Particulars Amount (Rs.)
Total revenue 38,98,10,000
Cost of revenue 18,47,40,000
Gross profit 20,50,70,000
Operating expense
Selling, general and administrative expenses 6,20,60,000
Total operating expenses 12,19,20,000
Operating income or loss 8,31,50,000
Interest expense 3,30,000
Income before tax 8,60,40,000
Income tax expenses 2,54,40,000
Income from operations 6,06,00,000
Net income 6,05,40,000

Significance of Income Statement

A company’s income statement is used extensively in corporate finance, financial modelling and accounting.

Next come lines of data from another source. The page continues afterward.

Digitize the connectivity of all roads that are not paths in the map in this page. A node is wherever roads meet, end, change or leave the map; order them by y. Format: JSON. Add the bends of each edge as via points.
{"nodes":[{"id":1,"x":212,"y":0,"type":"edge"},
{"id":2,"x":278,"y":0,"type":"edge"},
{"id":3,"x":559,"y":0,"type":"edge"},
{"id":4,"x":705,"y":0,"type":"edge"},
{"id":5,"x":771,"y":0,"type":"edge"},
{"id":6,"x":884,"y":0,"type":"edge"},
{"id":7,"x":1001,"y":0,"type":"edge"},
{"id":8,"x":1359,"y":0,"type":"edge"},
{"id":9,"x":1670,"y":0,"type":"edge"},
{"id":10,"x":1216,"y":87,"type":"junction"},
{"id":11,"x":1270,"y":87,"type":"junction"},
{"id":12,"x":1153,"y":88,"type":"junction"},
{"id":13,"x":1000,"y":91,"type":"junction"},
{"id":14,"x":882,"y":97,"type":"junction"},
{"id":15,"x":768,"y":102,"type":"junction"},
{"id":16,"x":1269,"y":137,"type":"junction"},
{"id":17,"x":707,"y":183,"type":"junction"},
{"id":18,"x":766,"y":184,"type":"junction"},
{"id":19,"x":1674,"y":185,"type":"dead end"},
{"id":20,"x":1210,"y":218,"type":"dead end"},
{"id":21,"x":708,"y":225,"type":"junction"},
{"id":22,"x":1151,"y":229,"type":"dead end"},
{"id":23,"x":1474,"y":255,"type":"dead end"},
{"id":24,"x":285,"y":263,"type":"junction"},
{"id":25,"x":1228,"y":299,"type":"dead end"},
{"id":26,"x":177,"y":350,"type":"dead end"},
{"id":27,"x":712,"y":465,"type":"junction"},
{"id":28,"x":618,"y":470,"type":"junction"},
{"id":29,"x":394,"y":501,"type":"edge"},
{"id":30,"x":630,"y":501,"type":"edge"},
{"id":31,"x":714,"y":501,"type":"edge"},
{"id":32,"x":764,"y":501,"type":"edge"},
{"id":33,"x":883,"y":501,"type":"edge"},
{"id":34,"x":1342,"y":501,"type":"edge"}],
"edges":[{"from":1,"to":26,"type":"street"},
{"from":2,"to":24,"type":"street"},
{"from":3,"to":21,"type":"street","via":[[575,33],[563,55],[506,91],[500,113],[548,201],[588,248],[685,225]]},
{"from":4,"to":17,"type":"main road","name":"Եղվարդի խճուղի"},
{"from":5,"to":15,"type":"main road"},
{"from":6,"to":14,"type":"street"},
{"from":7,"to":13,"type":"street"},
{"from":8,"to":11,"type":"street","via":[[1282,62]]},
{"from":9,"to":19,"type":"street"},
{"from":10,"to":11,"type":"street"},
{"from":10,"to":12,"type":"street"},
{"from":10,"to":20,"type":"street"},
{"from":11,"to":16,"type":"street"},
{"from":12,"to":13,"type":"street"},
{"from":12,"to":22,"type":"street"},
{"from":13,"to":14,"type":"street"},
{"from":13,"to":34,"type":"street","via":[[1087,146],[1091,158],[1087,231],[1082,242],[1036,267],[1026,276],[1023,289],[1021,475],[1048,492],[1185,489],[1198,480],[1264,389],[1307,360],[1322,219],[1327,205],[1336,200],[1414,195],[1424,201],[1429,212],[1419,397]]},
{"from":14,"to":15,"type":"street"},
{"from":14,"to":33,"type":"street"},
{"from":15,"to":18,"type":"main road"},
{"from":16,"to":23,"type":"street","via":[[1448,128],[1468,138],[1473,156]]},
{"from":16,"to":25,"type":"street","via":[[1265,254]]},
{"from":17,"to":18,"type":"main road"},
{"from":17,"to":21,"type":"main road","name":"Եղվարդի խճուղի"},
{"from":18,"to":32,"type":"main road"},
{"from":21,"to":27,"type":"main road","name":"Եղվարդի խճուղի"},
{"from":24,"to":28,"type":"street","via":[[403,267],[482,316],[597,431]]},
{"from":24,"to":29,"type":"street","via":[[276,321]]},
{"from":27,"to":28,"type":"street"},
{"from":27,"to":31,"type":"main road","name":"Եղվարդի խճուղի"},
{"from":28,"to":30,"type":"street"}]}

It provides a coherent report of all revenue earned and expenses incurred by a company within a specific period.

These pointers below highlight the significance of income statement accounts.

  • It serves as a predecessor to both cash flow and balance sheet.
  • It helps shareholders gain a useful idea about a firm’s operational efficiency and management.
  • The statement further comes in handy for financial analysts and investors and helps them identify under-performing sectors and poor performing companies in a given industry.
  • An income statement offers a detailed account of how a firm’s net revenue is accrued and in turn, gets converted into net earnings.
  • Helps to classify revenue and expense better and allows firm owners to review their financial standing and business operations at regular intervals.

Nonetheless, the income statement also has its share of limitations. For instance, the net income computed with the help of this financial report is not always accurate. It is mostly because several accounting treatments are based on mere assumptions and estimates. Consequently, business owners, financial analysts and investors must factor in the pros and cons of an income statement to ascertain accurate financial reports.